His delight at the pictures which Cato drew him of Flamin's similar heavenly ascensions and feux de joie inspired him with the thought of earning his Quatraine[[115]] of beautiful days in some other way than by his foregoing gloomy ones,—namely, by making those of others like his own. In short, he concerted with the elder Cato, to whom the idea was most agreeable,—to employ the Prague company for some useful purpose, namely, in giving in the cool of the evening a ball on the green to the Maienthal children. What needed either for this purpose more than—which they immediately did—to thrust their hands into their pockets and their fingers into their purses and give the night watchman loci more than the hay of his great meadow might be worth on St. John's day, which would have to be mowed to-day for a ball-room? Besides, the man gave it with a thousand pleasures, because his son was to-day to be—married. The twenty May-poles which Cato proposed to plant in the hall stood already incarnate there as autochthones. And when they had, further, gone to the parents of the neat village,—generally, however, the poor ploughman resembles the swine, which, according to Ælian,[[116]] invented his ploughing for him,—and unitedly and with the greatest earnestness—for peasants and ladies do not understand singularities—begged and extorted from them the young dancing-partners: then all was right.
The trio of friends found, at the dinner-table of the Abbess, yesterday over again.
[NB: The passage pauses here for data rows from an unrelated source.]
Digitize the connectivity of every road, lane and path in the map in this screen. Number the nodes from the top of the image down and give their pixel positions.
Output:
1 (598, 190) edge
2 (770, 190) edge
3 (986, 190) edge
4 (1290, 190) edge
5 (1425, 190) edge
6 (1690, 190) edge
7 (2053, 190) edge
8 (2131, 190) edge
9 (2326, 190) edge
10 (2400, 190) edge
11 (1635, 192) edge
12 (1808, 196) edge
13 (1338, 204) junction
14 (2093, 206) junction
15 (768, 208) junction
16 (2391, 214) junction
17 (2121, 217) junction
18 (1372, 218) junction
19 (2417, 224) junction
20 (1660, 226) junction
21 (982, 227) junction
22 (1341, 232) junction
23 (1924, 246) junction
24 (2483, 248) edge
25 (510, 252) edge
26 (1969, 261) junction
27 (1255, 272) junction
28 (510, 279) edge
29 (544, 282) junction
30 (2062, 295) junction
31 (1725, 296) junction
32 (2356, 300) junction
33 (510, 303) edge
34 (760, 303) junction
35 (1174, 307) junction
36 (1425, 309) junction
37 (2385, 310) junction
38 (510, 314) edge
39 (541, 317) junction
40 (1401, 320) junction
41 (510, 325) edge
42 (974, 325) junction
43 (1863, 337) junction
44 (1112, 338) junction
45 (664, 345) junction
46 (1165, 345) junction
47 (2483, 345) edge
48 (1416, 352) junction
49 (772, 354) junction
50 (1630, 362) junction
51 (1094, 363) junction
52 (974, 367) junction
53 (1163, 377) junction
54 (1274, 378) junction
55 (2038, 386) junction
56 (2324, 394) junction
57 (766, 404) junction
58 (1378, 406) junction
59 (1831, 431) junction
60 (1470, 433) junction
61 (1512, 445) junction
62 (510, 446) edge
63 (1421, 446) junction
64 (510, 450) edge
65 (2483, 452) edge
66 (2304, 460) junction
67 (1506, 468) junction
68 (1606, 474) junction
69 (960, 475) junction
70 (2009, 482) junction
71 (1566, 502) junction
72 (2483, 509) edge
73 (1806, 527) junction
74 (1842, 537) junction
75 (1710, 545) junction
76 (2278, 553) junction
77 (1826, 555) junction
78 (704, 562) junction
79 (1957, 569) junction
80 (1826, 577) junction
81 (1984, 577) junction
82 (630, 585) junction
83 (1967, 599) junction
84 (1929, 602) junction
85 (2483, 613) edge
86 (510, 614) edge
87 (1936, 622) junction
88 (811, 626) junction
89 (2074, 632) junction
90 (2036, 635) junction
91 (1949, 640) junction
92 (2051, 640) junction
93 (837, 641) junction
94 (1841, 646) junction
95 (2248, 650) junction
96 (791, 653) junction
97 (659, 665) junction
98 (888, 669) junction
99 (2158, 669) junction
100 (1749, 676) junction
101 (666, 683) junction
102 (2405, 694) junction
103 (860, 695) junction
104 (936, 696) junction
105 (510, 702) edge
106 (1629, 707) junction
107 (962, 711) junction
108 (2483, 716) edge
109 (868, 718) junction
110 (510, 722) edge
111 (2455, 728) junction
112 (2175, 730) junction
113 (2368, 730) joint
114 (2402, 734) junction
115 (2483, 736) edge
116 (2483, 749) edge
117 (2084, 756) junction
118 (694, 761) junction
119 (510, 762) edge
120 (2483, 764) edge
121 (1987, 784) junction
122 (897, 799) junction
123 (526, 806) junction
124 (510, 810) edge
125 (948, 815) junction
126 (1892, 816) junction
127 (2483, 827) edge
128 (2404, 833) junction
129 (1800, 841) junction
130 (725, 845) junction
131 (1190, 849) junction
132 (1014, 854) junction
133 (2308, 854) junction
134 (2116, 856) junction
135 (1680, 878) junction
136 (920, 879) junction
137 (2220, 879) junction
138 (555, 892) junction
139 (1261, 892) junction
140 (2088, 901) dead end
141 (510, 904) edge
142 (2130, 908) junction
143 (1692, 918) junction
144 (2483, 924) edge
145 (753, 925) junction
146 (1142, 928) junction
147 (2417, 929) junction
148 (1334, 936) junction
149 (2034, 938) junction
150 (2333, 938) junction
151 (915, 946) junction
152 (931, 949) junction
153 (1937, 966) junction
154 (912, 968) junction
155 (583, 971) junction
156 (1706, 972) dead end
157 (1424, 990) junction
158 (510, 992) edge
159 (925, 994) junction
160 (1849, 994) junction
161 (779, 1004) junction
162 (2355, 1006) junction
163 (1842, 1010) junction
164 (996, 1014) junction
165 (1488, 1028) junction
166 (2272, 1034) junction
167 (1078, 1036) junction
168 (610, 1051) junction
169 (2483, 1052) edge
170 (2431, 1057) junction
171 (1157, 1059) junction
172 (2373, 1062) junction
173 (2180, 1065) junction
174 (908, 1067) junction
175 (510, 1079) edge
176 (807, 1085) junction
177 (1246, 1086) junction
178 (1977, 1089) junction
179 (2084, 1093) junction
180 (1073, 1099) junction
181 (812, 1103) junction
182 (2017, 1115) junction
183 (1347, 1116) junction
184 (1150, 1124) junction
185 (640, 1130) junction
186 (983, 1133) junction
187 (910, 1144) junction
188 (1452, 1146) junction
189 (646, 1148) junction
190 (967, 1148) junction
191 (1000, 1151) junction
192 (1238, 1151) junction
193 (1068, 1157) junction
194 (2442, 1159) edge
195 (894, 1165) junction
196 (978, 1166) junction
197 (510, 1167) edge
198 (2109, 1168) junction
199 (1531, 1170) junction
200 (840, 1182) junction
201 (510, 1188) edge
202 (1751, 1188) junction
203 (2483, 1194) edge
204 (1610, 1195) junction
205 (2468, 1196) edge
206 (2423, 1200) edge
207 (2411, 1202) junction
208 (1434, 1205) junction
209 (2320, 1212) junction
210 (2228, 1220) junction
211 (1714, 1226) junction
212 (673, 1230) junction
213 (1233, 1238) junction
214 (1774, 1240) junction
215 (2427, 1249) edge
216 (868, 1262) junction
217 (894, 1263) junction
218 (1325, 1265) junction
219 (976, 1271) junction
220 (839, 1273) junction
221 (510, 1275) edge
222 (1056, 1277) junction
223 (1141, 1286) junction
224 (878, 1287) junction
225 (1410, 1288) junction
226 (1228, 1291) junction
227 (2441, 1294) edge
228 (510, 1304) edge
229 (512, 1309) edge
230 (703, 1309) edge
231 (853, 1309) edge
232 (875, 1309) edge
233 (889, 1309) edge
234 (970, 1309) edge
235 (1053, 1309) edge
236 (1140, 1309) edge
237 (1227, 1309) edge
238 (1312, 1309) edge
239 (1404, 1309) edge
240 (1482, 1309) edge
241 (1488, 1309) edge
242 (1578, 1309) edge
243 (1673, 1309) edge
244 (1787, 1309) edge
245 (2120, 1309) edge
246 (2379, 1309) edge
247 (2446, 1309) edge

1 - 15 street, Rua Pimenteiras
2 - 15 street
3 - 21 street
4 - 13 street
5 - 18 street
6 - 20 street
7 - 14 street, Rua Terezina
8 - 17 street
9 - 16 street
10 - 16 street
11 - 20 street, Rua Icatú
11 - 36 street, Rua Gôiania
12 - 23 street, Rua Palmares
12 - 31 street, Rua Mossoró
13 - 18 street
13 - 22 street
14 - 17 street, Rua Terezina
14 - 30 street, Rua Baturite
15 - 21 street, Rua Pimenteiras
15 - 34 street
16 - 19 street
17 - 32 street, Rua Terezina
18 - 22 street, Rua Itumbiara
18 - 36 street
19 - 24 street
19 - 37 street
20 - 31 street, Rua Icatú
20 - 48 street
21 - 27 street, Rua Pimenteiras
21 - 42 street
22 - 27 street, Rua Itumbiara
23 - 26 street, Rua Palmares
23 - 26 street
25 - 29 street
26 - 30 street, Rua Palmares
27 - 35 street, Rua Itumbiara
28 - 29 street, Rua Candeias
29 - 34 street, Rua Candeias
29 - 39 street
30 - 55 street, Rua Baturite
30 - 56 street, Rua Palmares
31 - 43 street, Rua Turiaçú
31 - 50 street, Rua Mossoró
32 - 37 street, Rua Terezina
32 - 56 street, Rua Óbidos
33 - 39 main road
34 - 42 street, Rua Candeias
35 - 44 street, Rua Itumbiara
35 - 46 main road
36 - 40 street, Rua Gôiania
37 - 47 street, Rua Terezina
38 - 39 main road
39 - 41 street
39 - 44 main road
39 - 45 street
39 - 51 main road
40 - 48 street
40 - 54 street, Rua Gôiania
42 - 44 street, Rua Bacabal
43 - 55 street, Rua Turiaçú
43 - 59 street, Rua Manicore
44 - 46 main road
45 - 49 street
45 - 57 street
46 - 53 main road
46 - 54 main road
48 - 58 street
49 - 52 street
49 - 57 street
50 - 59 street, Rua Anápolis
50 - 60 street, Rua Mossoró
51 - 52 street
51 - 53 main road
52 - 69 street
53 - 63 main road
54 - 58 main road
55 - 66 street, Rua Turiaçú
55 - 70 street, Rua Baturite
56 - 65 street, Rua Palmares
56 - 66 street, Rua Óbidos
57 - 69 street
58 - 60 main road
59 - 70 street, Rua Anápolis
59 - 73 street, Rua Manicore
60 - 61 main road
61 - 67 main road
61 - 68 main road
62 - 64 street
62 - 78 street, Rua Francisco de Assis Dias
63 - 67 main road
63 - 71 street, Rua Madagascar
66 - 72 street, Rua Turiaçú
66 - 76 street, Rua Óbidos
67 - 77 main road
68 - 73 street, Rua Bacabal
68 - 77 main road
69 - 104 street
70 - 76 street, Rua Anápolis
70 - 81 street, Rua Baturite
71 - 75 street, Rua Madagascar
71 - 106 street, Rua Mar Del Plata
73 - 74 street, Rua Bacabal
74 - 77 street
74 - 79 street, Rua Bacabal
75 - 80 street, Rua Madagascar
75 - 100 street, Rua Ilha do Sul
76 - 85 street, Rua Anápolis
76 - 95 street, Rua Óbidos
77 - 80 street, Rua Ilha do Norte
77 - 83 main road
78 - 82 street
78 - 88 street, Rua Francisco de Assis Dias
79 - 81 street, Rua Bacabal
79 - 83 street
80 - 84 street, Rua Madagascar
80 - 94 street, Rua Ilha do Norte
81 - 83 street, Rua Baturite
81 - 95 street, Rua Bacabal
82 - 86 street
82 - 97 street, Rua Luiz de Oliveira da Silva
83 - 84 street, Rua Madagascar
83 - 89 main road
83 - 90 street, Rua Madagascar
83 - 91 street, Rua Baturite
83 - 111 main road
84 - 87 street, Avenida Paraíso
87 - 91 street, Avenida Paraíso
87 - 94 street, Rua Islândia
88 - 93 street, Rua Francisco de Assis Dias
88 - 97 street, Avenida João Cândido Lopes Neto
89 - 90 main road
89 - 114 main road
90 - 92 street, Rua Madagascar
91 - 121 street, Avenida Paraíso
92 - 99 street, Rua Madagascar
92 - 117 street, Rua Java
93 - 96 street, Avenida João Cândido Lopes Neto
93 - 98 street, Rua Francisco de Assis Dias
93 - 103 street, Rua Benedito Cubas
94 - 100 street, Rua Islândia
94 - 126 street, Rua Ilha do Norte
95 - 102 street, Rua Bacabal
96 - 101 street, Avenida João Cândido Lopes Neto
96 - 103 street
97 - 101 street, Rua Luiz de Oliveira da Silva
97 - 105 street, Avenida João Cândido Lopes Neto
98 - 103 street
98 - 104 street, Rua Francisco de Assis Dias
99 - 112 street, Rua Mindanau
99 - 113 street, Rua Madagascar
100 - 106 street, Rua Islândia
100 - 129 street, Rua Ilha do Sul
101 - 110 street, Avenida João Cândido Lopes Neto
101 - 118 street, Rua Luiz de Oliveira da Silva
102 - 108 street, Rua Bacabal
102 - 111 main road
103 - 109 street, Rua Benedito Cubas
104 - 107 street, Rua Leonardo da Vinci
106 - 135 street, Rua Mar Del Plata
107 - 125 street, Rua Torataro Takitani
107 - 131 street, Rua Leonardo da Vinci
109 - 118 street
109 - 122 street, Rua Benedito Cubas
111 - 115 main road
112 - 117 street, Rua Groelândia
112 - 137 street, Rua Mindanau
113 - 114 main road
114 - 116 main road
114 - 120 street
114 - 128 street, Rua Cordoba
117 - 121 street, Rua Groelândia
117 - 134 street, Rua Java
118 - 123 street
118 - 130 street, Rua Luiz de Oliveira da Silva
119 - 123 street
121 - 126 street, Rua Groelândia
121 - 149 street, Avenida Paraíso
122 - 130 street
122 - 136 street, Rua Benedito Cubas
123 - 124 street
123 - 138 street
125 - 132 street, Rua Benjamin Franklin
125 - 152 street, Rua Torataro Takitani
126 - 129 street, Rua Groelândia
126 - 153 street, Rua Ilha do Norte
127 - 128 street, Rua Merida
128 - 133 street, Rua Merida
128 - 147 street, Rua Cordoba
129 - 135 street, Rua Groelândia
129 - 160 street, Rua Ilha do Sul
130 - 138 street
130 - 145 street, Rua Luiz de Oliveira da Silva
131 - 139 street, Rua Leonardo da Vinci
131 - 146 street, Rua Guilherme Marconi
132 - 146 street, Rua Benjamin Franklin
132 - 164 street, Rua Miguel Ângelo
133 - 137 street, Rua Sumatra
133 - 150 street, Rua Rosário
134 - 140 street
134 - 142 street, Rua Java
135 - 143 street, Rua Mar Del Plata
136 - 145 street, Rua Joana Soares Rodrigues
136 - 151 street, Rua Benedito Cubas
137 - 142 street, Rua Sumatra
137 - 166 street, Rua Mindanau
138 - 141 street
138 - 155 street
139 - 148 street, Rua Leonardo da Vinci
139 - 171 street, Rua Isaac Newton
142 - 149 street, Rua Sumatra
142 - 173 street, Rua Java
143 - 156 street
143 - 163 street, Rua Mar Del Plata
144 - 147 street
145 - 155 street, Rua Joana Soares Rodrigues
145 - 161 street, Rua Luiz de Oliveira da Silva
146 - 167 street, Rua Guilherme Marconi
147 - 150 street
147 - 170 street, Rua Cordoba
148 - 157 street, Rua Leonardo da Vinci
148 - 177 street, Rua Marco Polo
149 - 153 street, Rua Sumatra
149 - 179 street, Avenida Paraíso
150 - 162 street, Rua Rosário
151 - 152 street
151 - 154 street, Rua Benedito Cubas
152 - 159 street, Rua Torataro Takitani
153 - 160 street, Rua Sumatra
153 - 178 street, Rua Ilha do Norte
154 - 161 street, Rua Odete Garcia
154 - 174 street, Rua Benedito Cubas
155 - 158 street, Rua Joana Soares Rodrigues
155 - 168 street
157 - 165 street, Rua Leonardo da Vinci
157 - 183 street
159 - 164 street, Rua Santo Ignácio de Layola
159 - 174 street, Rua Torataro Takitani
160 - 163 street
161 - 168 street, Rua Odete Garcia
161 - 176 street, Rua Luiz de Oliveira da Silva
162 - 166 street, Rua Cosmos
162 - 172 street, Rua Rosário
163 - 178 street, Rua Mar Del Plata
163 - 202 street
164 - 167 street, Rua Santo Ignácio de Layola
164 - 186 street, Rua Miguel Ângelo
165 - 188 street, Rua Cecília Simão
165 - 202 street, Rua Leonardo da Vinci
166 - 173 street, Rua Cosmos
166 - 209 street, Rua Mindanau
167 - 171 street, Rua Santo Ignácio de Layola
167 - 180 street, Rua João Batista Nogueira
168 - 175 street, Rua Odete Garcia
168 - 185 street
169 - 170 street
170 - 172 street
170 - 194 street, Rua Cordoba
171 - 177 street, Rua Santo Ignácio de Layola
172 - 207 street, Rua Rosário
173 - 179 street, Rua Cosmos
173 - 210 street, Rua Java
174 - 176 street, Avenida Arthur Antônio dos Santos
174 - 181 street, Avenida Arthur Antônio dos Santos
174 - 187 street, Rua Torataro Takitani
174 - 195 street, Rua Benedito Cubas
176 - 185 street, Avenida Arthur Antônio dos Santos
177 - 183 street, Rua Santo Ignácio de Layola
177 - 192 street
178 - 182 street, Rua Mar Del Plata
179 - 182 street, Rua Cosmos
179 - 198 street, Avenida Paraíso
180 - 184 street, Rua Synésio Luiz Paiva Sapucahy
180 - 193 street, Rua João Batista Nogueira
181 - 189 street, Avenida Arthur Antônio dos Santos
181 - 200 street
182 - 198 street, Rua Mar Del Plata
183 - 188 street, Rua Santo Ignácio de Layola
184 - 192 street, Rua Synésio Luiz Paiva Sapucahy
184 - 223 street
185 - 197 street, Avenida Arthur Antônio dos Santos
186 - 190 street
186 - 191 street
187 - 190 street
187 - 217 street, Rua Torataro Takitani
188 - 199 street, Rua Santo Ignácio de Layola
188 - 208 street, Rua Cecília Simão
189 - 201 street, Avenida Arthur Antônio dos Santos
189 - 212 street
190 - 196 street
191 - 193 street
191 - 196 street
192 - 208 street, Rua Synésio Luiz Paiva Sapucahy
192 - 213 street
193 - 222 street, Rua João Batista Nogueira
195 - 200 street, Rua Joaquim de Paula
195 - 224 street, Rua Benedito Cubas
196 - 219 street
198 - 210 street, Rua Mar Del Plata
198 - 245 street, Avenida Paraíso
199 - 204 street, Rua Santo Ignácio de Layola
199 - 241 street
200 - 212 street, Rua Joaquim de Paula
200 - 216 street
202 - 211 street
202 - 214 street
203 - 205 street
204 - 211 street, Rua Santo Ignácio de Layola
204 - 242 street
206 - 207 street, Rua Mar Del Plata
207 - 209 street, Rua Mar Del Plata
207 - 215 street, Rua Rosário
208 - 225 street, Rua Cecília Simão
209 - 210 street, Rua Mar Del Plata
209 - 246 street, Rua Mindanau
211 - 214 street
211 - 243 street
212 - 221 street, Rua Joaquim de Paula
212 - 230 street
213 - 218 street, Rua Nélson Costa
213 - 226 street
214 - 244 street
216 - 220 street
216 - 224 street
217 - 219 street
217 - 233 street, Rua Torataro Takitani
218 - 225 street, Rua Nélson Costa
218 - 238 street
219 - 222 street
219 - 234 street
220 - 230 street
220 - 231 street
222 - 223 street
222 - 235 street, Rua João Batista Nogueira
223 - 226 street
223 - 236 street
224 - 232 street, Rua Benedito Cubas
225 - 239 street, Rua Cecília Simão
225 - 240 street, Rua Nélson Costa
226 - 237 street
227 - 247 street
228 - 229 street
Victor was immediately at home in all points; he would not continue a guest, so that the other might not continue the host. In general, maidens are seldom found again as one left them, just as their reception is always warmer or colder than their note previous; but in Clotilda's dissolving features an infinite charm announced the memory of yesterday, when she had, for two reasons, surrendered her heart to all his flames consecrated on the altar of nature and of virtue. In the first place, she was warmer yesterday, because she had previously been colder in the little quarrel which only her face had had about the Kussewitz watch affair: nothing makes love sweeter and tenderer than a little previous scolding and freezing, just as the grape-clusters acquire by a frost before vintage thinner skins and better must. Secondly, in a high degree of emotion and love the best girls behave just like—good ones.